**Activity:**
When a line below contains the word "edges", it counts toward the total; give that total and nothing besides.

Start of Source data

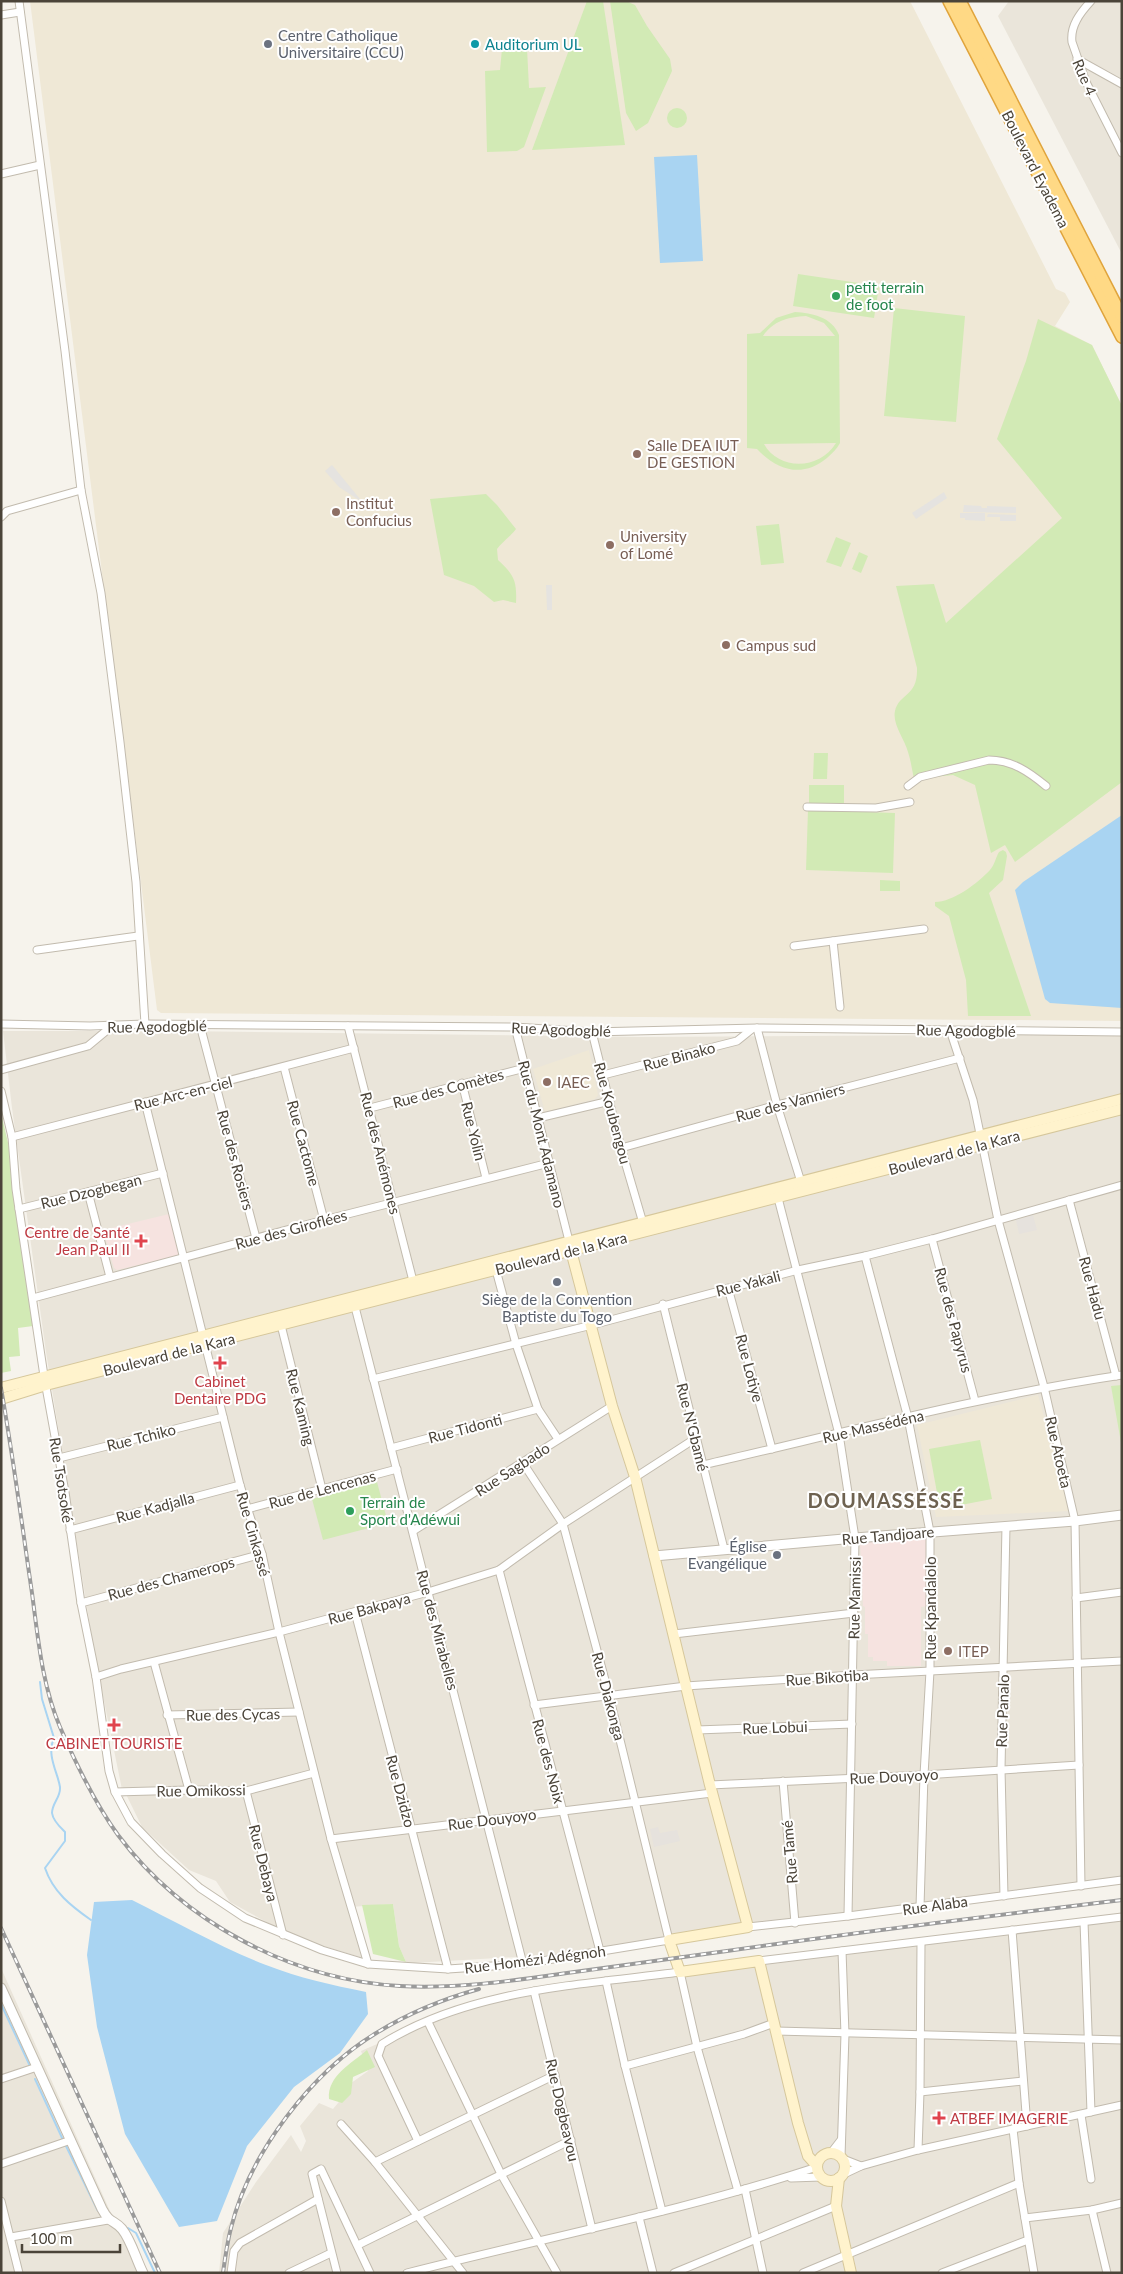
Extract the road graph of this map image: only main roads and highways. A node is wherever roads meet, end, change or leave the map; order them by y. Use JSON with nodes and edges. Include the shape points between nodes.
{"nodes":[{"id":1,"x":950,"y":1,"type":"edge"},
{"id":2,"x":960,"y":1,"type":"edge"},
{"id":3,"x":1122,"y":316,"type":"edge"},
{"id":4,"x":1120,"y":331,"type":"edge"},
{"id":5,"x":1122,"y":1099,"type":"edge"},
{"id":6,"x":1122,"y":1109,"type":"edge"},
{"id":7,"x":981,"y":1141,"type":"junction"},
{"id":8,"x":570,"y":1246,"type":"junction"},
{"id":9,"x":354,"y":1302,"type":"junction"},
{"id":10,"x":203,"y":1336,"type":"junction"},
{"id":11,"x":45,"y":1380,"type":"junction"},
{"id":12,"x":1,"y":1388,"type":"edge"},
{"id":13,"x":1,"y":1398,"type":"edge"},
{"id":14,"x":804,"y":2143,"type":"junction"},
{"id":15,"x":828,"y":2153,"type":"junction"},
{"id":16,"x":820,"y":2173,"type":"junction"},
{"id":17,"x":842,"y":2176,"type":"junction"},
{"id":18,"x":836,"y":2203,"type":"junction"},
{"id":19,"x":851,"y":2273,"type":"edge"}],
"edges":[{"from":1,"to":4,"type":"highway","name":"Boulevard Eyadema"},
{"from":2,"to":3,"type":"highway"},
{"from":5,"to":7,"type":"main road","name":"Boulevard de la Kara"},
{"from":6,"to":7,"type":"main road","name":"Boulevard de la Kara"},
{"from":7,"to":8,"type":"main road","name":"Boulevard de la Kara","via":[[779,1202]]},
{"from":7,"to":8,"type":"main road","name":"Boulevard de la Kara","via":[[800,1180],[642,1220]]},
{"from":8,"to":9,"type":"main road","name":"Boulevard de la Kara","via":[[496,1270]]},
{"from":8,"to":9,"type":"main road","name":"Boulevard de la Kara","via":[[413,1281]]},
{"from":8,"to":14,"type":"main road","via":[[612,1406],[635,1477],[748,1927],[669,1940],[680,1972],[759,1961]]},
{"from":9,"to":10,"type":"main road","name":"Boulevard de la Kara"},
{"from":9,"to":10,"type":"main road","name":"Boulevard de la Kara","via":[[281,1326]]},
{"from":10,"to":11,"type":"main road","name":"Boulevard de la Kara"},
{"from":11,"to":12,"type":"main road","name":"Boulevard de la Kara"},
{"from":11,"to":13,"type":"main road","name":"Boulevard de la Kara"},
{"from":14,"to":15,"type":"main road","via":[[810,2150]]},
{"from":14,"to":16,"type":"main road","via":[[808,2156]]},
{"from":15,"to":16,"type":"main road","via":[[820,2158]]},
{"from":15,"to":17,"type":"main road","via":[[842,2158]]},
{"from":16,"to":17,"type":"main road"},
{"from":16,"to":18,"type":"main road"},
{"from":17,"to":18,"type":"main road"},
{"from":18,"to":19,"type":"main road"}]}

End of Source data

**Output:**
2